Ce critère de distinction est pertinent au regard du but de la mesure, qui est d'éviter que des bénéfices réservés de sociétés soient encore distribués en exemption d'impôt.

B.6.3. Lors de la constitution de bénéfices réservés, les sociétés jouissent d'un régime fiscal qui diffère de celui des personnes physiques. Le législateur peut dès lors raisonnablement décider d'appliquer, lors de la distribution de ces réserves, un taux différent de celui qui est applicable à la personne physique qui cesse son activité.

La cessation d'une activité par une personne physique, d'une part, et le partage de l'avoir social d'une société en liquidation, d'autre part, sont des opérations suffisamment différentes pour que le législateur puisse les soumettre à des taux d'imposition différents sans violer les articles 10 et 11 de la Constitution.

B.6.4. Le premier moyen en sa troisième branche ne peut être accueilli.
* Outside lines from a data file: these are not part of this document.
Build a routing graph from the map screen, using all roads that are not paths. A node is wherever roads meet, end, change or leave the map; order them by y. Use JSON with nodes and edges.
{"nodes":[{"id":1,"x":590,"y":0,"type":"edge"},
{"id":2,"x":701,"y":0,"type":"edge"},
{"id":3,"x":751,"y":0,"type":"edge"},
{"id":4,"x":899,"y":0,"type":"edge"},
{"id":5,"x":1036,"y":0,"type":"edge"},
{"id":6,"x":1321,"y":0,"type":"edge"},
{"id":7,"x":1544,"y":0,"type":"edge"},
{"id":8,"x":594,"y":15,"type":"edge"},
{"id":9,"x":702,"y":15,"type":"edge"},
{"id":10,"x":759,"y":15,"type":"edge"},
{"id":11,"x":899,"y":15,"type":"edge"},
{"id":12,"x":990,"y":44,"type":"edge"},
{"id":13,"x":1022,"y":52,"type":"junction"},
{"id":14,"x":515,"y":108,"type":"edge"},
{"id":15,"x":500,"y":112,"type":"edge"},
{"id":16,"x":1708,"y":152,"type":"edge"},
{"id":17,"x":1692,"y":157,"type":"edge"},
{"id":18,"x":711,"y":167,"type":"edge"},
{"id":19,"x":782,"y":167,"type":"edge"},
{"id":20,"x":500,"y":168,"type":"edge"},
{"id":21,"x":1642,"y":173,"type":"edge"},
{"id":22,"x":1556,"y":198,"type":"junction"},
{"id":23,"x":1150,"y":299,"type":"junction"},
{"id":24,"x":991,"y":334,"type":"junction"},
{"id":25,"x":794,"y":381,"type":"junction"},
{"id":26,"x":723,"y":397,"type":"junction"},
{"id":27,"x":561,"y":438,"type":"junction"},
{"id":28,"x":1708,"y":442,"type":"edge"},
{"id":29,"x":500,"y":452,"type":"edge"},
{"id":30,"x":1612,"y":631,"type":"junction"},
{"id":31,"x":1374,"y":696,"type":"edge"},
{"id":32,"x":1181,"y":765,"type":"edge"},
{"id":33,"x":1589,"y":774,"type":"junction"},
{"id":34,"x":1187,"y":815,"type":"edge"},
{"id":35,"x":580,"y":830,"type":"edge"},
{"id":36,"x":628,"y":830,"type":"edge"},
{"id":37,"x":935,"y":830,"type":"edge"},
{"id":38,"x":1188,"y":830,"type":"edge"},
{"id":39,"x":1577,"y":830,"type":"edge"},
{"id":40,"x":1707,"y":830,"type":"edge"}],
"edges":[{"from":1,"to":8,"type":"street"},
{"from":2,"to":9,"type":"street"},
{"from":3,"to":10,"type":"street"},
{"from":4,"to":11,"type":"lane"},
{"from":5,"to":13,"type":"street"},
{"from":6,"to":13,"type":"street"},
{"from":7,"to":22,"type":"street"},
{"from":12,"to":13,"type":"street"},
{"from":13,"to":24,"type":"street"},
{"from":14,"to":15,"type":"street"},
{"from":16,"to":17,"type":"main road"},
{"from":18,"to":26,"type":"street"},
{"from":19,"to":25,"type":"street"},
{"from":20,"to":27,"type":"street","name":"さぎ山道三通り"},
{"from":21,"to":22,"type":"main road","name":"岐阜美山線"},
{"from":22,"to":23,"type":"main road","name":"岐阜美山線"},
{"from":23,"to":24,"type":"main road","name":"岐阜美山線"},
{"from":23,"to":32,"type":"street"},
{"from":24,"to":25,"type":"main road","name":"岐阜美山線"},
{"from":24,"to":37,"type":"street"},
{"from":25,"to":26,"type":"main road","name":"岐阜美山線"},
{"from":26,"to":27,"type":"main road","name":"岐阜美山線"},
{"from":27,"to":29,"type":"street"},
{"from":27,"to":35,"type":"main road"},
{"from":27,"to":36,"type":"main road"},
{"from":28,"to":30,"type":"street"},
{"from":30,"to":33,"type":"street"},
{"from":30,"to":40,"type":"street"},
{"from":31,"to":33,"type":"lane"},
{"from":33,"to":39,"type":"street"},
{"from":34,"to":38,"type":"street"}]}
En ce qui concerne la quatrième branche B.7.1. Dans une quatrième branche, les parties requérantes affirment que les dispositions constitutionnelles précitées sont violées en ce qu'il existe une différence de traitement déraisonnable entre les sociétés d'investissement et les sociétés ordinaires. Les sommes payées par une société d'investissement soumise à un régime fiscal exorbitant du droit commun sont en effet exonérées de l'impôt sur les bonis de liquidation ou d'acquisition.

B.7.2. Il appartient au législateur compétent pour lever un impôt de déterminer quels sont les contribuables qui doivent bénéficier d'exonérations ou quels sont les revenus qui doivent être exemptés. Il n'appartient pas à la Cour de décider si une mesure prescrite par la loi est opportune ou souhaitable.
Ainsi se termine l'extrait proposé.